I also have glad memories about the spiritual rivers in my life. God has not let me be swept away by the rapids of change. He has enabled me to test the waters with my foot, watch and learn from others who have handled the whitewater, and catch signs of his presence with me. In the places where I’m tempted to fear, I am invited to live my life next to holy streams that will refresh and delight me.
Describe a storm of change you have endured. In what ways did you experience your Good Shepherd’s presence, even his gladness, despite your fears?
We ponder your steadfast love, O God,
in the midst of your temple. (Psalm 48:9 NRSV)
WHAT WORDS COME TO mind when you think about God’s love?
Maybe some of these: reliable, trustworthy, eternal, redemptive, transformative, undeserved, unearned, gracious. The list doesn’t end there. God’s love is something for us to think about long and deep. The more we do, the more we marvel.
God loves you and me in ways we can’t begin to fathom. We need only look at the cross: “God demonstrates His own love toward us, in that while we were still sinners, Christ died for us” (Romans 5:8 NKJV). Psalm 139:14 tells us that we are “fearfully and wonderfully made,” and Jesus even numbers the hairs on our heads (Matthew 10:30).
But do I really trust that God is love? My behavior has sometimes suggested—or perhaps even shouted—that I don’t. Can that change? Can I grow to trust that God really is love? Of course, I can if I want to! Though I may never fully comprehend the measureless height, depth, length, and breadth of God’s affection, his delight in me, or his availability to me, I can explore these realities more deeply than I have so far. So can you.
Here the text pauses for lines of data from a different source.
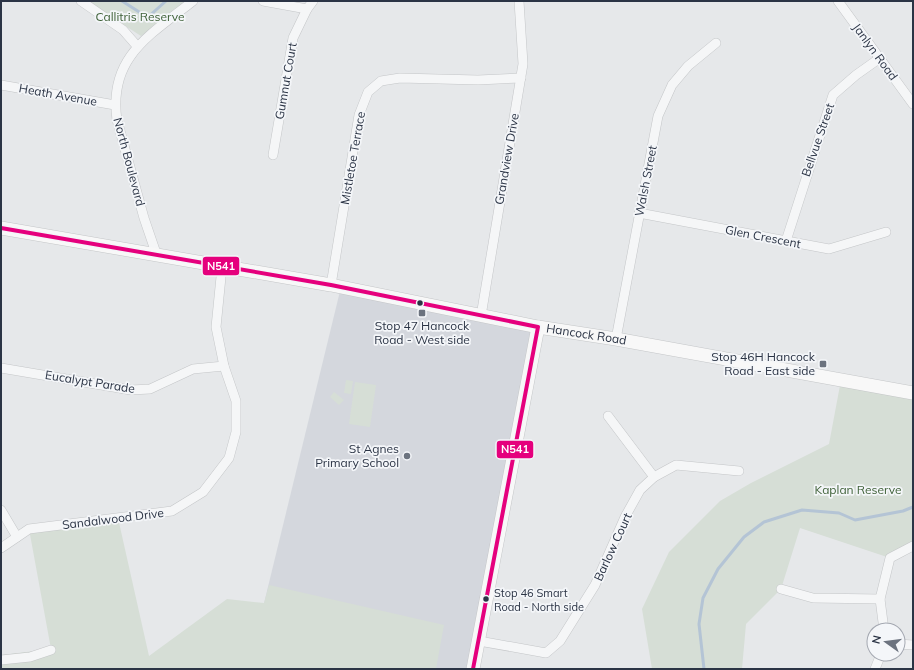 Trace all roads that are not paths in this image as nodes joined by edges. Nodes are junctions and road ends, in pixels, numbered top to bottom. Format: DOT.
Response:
graph roads {
  1 [pos="81,1"];
  2 [pos="193,1"];
  3 [pos="263,1"];
  4 [pos="313,1"];
  5 [pos="519,1"];
  6 [pos="838,1"];
  7 [pos="307,9"];
  8 [pos="716,43"];
  9 [pos="137,46"];
  10 [pos="880,58"];
  11 [pos="521,78"];
  12 [pos="1,85"];
  13 [pos="913,104"];
  14 [pos="115,105"];
  15 [pos="273,155"];
  16 [pos="639,213"];
  17 [pos="1,228"];
  18 [pos="886,232"];
  19 [pos="786,241"];
  20 [pos="157,256"];
  21 [pos="222,267"];
  22 [pos="331,285"];
  23 [pos="481,316"];
  24 [pos="538,327"];
  25 [pos="616,340"];
  26 [pos="224,366"];
  27 [pos="1,368"];
  28 [pos="913,393"];
  29 [pos="608,416"];
  30 [pos="739,471"];
  31 [pos="654,477"];
  32 [pos="1,510"];
  33 [pos="17,537"];
  34 [pos="913,546"];
  35 [pos="1,548"];
  36 [pos="781,589"];
  37 [pos="880,599"];
  38 [pos="883,622"];
  39 [pos="478,642"];
  40 [pos="51,650"];
  41 [pos="1,660"];
  42 [pos="473,669"];
  1 -- 9 [label="street"];
  2 -- 9 [label="street, North Boulevard"];
  3 -- 7 [label="street"];
  4 -- 7 [label="street, Gumnut Court"];
  5 -- 11 [label="street, Grandview Drive"];
  6 -- 10 [label="street, Janlyn Road"];
  7 -- 15 [label="street, Gumnut Court"];
  8 -- 16 [label="street, Walsh Street"];
  9 -- 14 [label="street, North Boulevard"];
  10 -- 13 [label="street, Janlyn Road"];
  10 -- 19 [label="street, Bellvue Street"];
  11 -- 22 [label="street, Mistletoe Terrace"];
  11 -- 23 [label="street, Grandview Drive"];
  12 -- 14 [label="street, Heath Avenue"];
  14 -- 20 [label="street, North Boulevard"];
  16 -- 19 [label="street, Glen Crescent"];
  16 -- 25 [label="street, Walsh Street"];
  17 -- 20 [label="main road, Hancock Road"];
  18 -- 19 [label="street, Glen Crescent"];
  20 -- 21 [label="main road, Hancock Road"];
  21 -- 22 [label="main road, Hancock Road"];
  21 -- 26 [label="street, Sandalwood Drive"];
  22 -- 23 [label="main road, Hancock Road"];
  23 -- 24 [label="main road, Hancock Road"];
  24 -- 25 [label="main road, Hancock Road"];
  24 -- 39 [label="main road"];
  25 -- 28 [label="main road, Hancock Road"];
  26 -- 27 [label="street, Eucalypt Parade"];
  26 -- 33 [label="street, Sandalwood Drive"];
  29 -- 31 [label="street"];
  30 -- 31 [label="street, Barlow Court"];
  31 -- 39 [label="street, Barlow Court"];
  32 -- 33 [label="street"];
  33 -- 35 [label="street, Sandalwood Drive"];
  34 -- 37 [label="street"];
  36 -- 37 [label="street"];
  37 -- 38 [label="street"];
  39 -- 42 [label="main road"];
  40 -- 41 [label="street"];
}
We can make pondering our Good Shepherd’s steadfast love part of a regular engagement with God day by day.
What, if anything, tempts you to not deeply trust that God is love?
Sacrifice thank offerings to God,
fulfill your vows to the Most High. (Psalm 50:14)
IN THIS PSALM OF ASAPH, God has been speaking to the people of Israel about their mistaken perception of their relationship with him. They seem to think God needs their sacrifices and offerings (Psalm 50:13). They imagine that God is somehow hungry and that their offerings provide him with something he doesn’t yet have.
Instead, God reminds his people that if he were ever hungry, he wouldn’t look to them for help (Psalm 50:12). Everything in the world is already God’s. Our offerings or sacrifices do not provide something God cannot do without.
We may make a similar mistake in our own interactions with God. We can come to believe that God needs us to give money or go to religious meetings. God enjoys our presence but does not need our presents.
If that’s true, then our best offering to God is just what Asaph suggests: offerings of gratitude. Our sacrifices are a response to God’s generosity. We do not initiate grace—God does. God’s economy is not dependent on something we offer or promise. God’s own will and God’s good intention are far more than enough for him and for us. We are responders to the sacrifice of God on our behalf. Our simple yes to God’s invitation is what he wants.